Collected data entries

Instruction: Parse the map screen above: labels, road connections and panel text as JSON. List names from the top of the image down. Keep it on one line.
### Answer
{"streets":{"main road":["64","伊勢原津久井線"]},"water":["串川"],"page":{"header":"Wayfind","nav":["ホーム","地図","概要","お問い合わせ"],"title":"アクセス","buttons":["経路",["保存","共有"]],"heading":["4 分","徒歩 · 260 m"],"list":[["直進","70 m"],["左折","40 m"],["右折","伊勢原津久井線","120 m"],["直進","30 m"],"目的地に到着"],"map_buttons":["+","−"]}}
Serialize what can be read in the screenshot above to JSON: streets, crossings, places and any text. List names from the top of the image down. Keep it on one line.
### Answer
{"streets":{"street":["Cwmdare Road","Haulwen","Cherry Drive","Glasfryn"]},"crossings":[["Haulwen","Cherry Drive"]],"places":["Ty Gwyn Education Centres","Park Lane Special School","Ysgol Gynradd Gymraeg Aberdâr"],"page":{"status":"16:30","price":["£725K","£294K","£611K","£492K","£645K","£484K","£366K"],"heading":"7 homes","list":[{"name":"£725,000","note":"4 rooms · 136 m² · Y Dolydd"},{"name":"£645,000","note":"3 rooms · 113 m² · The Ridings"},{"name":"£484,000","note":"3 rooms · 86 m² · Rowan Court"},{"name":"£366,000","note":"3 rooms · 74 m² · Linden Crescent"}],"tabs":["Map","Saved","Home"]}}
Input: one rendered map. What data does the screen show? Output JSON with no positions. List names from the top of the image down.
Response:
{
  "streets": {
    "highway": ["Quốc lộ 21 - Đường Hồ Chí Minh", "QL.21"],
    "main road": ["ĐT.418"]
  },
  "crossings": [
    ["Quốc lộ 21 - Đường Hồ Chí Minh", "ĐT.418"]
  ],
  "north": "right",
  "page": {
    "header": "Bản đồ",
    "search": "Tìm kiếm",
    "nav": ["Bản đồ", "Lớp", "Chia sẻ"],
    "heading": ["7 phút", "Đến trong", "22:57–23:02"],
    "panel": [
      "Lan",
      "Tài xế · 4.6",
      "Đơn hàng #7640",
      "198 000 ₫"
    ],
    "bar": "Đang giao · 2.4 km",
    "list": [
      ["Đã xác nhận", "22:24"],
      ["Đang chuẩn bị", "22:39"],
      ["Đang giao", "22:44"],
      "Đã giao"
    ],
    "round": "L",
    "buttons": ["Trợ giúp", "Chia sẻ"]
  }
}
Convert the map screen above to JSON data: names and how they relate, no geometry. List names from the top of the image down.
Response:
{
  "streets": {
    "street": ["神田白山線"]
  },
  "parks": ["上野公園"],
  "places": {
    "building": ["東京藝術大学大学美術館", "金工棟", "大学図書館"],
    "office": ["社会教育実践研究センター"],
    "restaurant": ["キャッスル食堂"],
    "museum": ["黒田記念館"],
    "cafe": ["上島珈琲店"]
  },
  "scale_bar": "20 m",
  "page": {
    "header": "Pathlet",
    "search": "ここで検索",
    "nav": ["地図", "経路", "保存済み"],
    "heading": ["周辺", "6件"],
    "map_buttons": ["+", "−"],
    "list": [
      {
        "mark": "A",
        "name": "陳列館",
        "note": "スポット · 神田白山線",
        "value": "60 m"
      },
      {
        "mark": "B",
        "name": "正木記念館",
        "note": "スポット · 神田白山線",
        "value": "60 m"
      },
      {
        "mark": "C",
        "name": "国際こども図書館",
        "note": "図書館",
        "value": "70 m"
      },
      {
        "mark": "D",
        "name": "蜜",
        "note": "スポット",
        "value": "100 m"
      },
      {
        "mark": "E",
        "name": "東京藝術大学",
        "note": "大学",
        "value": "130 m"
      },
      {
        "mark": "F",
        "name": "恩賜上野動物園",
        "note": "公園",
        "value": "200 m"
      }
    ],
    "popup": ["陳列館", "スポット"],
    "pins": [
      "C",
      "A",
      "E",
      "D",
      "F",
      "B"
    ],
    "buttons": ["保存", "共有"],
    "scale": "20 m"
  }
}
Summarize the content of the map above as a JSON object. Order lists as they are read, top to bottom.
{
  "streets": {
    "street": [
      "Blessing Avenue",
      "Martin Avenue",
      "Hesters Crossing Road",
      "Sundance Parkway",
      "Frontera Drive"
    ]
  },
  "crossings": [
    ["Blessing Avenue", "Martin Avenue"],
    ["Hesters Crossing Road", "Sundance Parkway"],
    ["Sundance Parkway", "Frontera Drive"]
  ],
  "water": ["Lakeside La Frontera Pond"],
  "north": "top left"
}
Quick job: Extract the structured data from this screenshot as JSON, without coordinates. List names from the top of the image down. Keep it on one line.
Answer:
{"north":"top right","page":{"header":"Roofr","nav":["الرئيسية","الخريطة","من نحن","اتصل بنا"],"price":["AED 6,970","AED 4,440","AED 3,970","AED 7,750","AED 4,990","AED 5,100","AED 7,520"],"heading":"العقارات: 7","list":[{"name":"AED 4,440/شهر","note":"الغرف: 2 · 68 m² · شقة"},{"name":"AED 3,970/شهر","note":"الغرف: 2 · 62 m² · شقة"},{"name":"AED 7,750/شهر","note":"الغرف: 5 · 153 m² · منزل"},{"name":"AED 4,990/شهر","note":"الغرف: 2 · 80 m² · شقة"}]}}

• [Action item]: The response has to match the records above word for word.

• [Task output]:
Instruction: Parse the map screen above: labels, road connections and panel text as JSON. List names from the top of the image down. Keep it on one line.
### Answer
{"streets":{"main road":["64","伊勢原津久井線"]},"water":["串川"],"page":{"header":"Wayfind","nav":["ホーム","地図","概要","お問い合わせ"],"title":"アクセス","buttons":["経路",["保存","共有"]],"heading":["4 分","徒歩 · 260 m"],"list":[["直進","70 m"],["左折","40 m"],["右折","伊勢原津久井線","120 m"],["直進","30 m"],"目的地に到着"],"map_buttons":["+","−"]}}
Serialize what can be read in the screenshot above to JSON: streets, crossings, places and any text. List names from the top of the image down. Keep it on one line.
### Answer
{"streets":{"street":["Cwmdare Road","Haulwen","Cherry Drive","Glasfryn"]},"crossings":[["Haulwen","Cherry Drive"]],"places":["Ty Gwyn Education Centres","Park Lane Special School","Ysgol Gynradd Gymraeg Aberdâr"],"page":{"status":"16:30","price":["£725K","£294K","£611K","£492K","£645K","£484K","£366K"],"heading":"7 homes","list":[{"name":"£725,000","note":"4 rooms · 136 m² · Y Dolydd"},{"name":"£645,000","note":"3 rooms · 113 m² · The Ridings"},{"name":"£484,000","note":"3 rooms · 86 m² · Rowan Court"},{"name":"£366,000","note":"3 rooms · 74 m² · Linden Crescent"}],"tabs":["Map","Saved","Home"]}}
Input: one rendered map. What data does the screen show? Output JSON with no positions. List names from the top of the image down.
Response:
{
  "streets": {
    "highway": ["Quốc lộ 21 - Đường Hồ Chí Minh", "QL.21"],
    "main road": ["ĐT.418"]
  },
  "crossings": [
    ["Quốc lộ 21 - Đường Hồ Chí Minh", "ĐT.418"]
  ],
  "north": "right",
  "page": {
    "header": "Bản đồ",
    "search": "Tìm kiếm",
    "nav": ["Bản đồ", "Lớp", "Chia sẻ"],
    "heading": ["7 phút", "Đến trong", "22:57–23:02"],
    "panel": [
      "Lan",
      "Tài xế · 4.6",
      "Đơn hàng #7640",
      "198 000 ₫"
    ],
    "bar": "Đang giao · 2.4 km",
    "list": [
      ["Đã xác nhận", "22:24"],
      ["Đang chuẩn bị", "22:39"],
      ["Đang giao", "22:44"],
      "Đã giao"
    ],
    "round": "L",
    "buttons": ["Trợ giúp", "Chia sẻ"]
  }
}
Convert the map screen above to JSON data: names and how they relate, no geometry. List names from the top of the image down.
Response:
{
  "streets": {
    "street": ["神田白山線"]
  },
  "parks": ["上野公園"],
  "places": {
    "building": ["東京藝術大学大学美術館", "金工棟", "大学図書館"],
    "office": ["社会教育実践研究センター"],
    "restaurant": ["キャッスル食堂"],
    "museum": ["黒田記念館"],
    "cafe": ["上島珈琲店"]
  },
  "scale_bar": "20 m",
  "page": {
    "header": "Pathlet",
    "search": "ここで検索",
    "nav": ["地図", "経路", "保存済み"],
    "heading": ["周辺", "6件"],
    "map_buttons": ["+", "−"],
    "list": [
      {
        "mark": "A",
        "name": "陳列館",
        "note": "スポット · 神田白山線",
        "value": "60 m"
      },
      {
        "mark": "B",
        "name": "正木記念館",
        "note": "スポット · 神田白山線",
        "value": "60 m"
      },
      {
        "mark": "C",
        "name": "国際こども図書館",
        "note": "図書館",
        "value": "70 m"
      },
      {
        "mark": "D",
        "name": "蜜",
        "note": "スポット",
        "value": "100 m"
      },
      {
        "mark": "E",
        "name": "東京藝術大学",
        "note": "大学",
        "value": "130 m"
      },
      {
        "mark": "F",
        "name": "恩賜上野動物園",
        "note": "公園",
        "value": "200 m"
      }
    ],
    "popup": ["陳列館", "スポット"],
    "pins": [
      "C",
      "A",
      "E",
      "D",
      "F",
      "B"
    ],
    "buttons": ["保存", "共有"],
    "scale": "20 m"
  }
}
Summarize the content of the map above as a JSON object. Order lists as they are read, top to bottom.
{
  "streets": {
    "street": [
      "Blessing Avenue",
      "Martin Avenue",
      "Hesters Crossing Road",
      "Sundance Parkway",
      "Frontera Drive"
    ]
  },
  "crossings": [
    ["Blessing Avenue", "Martin Avenue"],
    ["Hesters Crossing Road", "Sundance Parkway"],
    ["Sundance Parkway", "Frontera Drive"]
  ],
  "water": ["Lakeside La Frontera Pond"],
  "north": "top left"
}
Quick job: Extract the structured data from this screenshot as JSON, without coordinates. List names from the top of the image down. Keep it on one line.
Answer:
{"north":"top right","page":{"header":"Roofr","nav":["الرئيسية","الخريطة","من نحن","اتصل بنا"],"price":["AED 6,970","AED 4,440","AED 3,970","AED 7,750","AED 4,990","AED 5,100","AED 7,520"],"heading":"العقارات: 7","list":[{"name":"AED 4,440/شهر","note":"الغرف: 2 · 68 m² · شقة"},{"name":"AED 3,970/شهر","note":"الغرف: 2 · 62 m² · شقة"},{"name":"AED 7,750/شهر","note":"الغرف: 5 · 153 m² · منزل"},{"name":"AED 4,990/شهر","note":"الغرف: 2 · 80 m² · شقة"}]}}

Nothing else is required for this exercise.